Note: The authentication method "md5" requires the client to supply an MD5-encrypted password for authentication. This is mainly of interest to address password sniffing if the client connects to the database over TCP/IP. Since in the current case DAViCal connects using Unix-domain sockets, it would probably be OK to use authentication method "password" (which allows the password to be transmitted in clear text).

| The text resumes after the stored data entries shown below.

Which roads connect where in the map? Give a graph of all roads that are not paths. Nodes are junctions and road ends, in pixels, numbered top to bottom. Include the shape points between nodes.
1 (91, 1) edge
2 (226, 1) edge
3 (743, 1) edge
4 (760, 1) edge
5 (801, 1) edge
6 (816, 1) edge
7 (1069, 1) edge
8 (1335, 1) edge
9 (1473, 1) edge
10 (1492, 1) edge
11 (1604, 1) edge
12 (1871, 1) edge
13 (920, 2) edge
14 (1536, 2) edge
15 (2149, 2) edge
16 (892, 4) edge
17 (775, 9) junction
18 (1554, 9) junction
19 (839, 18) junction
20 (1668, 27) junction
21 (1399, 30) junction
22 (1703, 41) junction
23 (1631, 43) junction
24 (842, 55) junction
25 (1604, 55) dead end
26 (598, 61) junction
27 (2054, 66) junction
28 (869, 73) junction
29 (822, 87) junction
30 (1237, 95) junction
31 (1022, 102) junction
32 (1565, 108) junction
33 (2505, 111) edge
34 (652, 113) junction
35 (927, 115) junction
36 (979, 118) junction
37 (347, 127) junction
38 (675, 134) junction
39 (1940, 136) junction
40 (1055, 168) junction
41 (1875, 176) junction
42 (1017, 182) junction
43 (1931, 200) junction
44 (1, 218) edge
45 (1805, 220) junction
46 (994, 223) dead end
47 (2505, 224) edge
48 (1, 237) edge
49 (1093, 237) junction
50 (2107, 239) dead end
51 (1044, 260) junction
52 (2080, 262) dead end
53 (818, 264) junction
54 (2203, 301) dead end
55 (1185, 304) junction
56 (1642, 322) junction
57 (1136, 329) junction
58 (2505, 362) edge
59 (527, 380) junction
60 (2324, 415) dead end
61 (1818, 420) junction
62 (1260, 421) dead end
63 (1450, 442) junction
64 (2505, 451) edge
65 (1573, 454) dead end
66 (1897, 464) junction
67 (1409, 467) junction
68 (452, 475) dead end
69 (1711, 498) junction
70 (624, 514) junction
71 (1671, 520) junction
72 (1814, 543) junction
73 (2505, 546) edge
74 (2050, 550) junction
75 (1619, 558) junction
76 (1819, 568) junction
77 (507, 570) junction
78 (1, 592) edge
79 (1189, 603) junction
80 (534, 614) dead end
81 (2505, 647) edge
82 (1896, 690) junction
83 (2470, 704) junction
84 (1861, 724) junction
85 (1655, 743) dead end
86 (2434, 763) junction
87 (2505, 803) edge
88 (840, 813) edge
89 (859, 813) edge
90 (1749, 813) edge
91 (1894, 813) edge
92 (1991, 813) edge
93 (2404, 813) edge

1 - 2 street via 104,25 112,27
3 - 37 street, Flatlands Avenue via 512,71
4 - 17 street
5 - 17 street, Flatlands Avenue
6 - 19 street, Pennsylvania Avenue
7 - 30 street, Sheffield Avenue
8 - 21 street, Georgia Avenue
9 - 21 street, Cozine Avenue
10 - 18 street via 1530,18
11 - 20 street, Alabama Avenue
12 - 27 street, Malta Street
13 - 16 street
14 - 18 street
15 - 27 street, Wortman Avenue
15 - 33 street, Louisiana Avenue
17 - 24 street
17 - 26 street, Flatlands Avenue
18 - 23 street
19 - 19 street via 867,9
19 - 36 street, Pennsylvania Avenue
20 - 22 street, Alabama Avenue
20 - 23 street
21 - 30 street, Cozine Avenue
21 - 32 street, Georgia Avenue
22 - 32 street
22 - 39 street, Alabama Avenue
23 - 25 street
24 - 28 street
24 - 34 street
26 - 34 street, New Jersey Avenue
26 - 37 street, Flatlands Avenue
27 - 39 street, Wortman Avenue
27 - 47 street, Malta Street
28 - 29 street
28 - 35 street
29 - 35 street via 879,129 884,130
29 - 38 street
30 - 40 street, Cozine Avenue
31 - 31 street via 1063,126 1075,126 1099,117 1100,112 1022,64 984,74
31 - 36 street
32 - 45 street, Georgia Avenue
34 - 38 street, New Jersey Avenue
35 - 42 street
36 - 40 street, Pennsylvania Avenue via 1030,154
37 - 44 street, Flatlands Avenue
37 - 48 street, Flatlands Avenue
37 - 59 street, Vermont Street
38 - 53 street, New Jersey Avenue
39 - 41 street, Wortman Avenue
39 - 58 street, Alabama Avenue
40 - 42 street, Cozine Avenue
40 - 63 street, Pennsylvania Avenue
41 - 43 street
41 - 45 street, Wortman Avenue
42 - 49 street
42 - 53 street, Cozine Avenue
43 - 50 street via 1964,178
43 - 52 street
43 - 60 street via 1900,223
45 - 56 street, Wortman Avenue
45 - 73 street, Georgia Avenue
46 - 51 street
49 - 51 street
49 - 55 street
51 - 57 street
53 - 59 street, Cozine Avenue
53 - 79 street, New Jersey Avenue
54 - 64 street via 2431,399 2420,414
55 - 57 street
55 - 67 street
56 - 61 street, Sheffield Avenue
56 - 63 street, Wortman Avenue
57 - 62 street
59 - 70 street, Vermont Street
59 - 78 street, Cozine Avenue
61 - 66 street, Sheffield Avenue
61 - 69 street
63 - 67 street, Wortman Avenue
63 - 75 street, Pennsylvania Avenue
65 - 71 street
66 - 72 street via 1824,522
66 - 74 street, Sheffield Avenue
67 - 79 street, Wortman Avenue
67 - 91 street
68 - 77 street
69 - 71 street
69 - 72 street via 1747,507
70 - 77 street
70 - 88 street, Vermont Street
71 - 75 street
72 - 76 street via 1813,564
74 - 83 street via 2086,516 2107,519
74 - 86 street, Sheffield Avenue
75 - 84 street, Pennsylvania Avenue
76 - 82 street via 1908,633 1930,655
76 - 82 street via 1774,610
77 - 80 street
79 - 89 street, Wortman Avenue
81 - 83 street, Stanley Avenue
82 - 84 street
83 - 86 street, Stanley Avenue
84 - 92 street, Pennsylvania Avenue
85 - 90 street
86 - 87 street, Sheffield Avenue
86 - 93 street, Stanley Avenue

Restart the database server to activate the new authentication rules:

/etc/init.d/postgresql-8.4 restart

A few additional notes regarding the question "trust or md5", or "am I too paranoid"?

  • The DAViCal rules are restricted to "local" connections, which means connections that are made va Unix domain socket
  • The important thing, therefore, is that the domain socket file is protected:
root@pelargir:/usr/share/davical/dba# l /var/run/postgresql/
total 8
drwxrwsr-x  3 postgres postgres 120 Jun 15 13:26 .
drwxr-xr-x 23 root     root     820 Jun 15 10:34 ..
drwxr-s---  2 postgres postgres 140 Jun 15 13:43 9.4-main.pg_stat_tmp
-rw-r--r--  1 postgres postgres   5 Jun 15 13:26 9.4-main.pid
srwxrwxrwx  1 postgres postgres   0 Jun 15 13:26 .s.PGSQL.5432
-rw-------  1 postgres postgres  70 Jun 15 13:26 .s.PGSQL.5432.lock
  • As you can see, the domain socket file is world-readable. That makes sense, after all every local process should be able to connect to the PostgreSQL server
  • But it also means that any regular non-privileged system user can log in and execute, for instance, the following command
psql --username davical_dba --dbname=davical -c '\d'
  • So the non-privileged user has full administrator access to the davical database!
  • I think it is now obvious that I am not overly paranoid when I insist on using "md5" instead of "trust"


When DAViCal is upgraded to a new version, it usually requires also that the database scheme is upgraded. DAViCal provides an upgrade script for that purpose. The upgrade script wants to work with the DBA role we created above, but the problem is that the script relies on a PostgreSQL access rule that provides "trust" access, i.e. a rule that does not require the user to specify a password.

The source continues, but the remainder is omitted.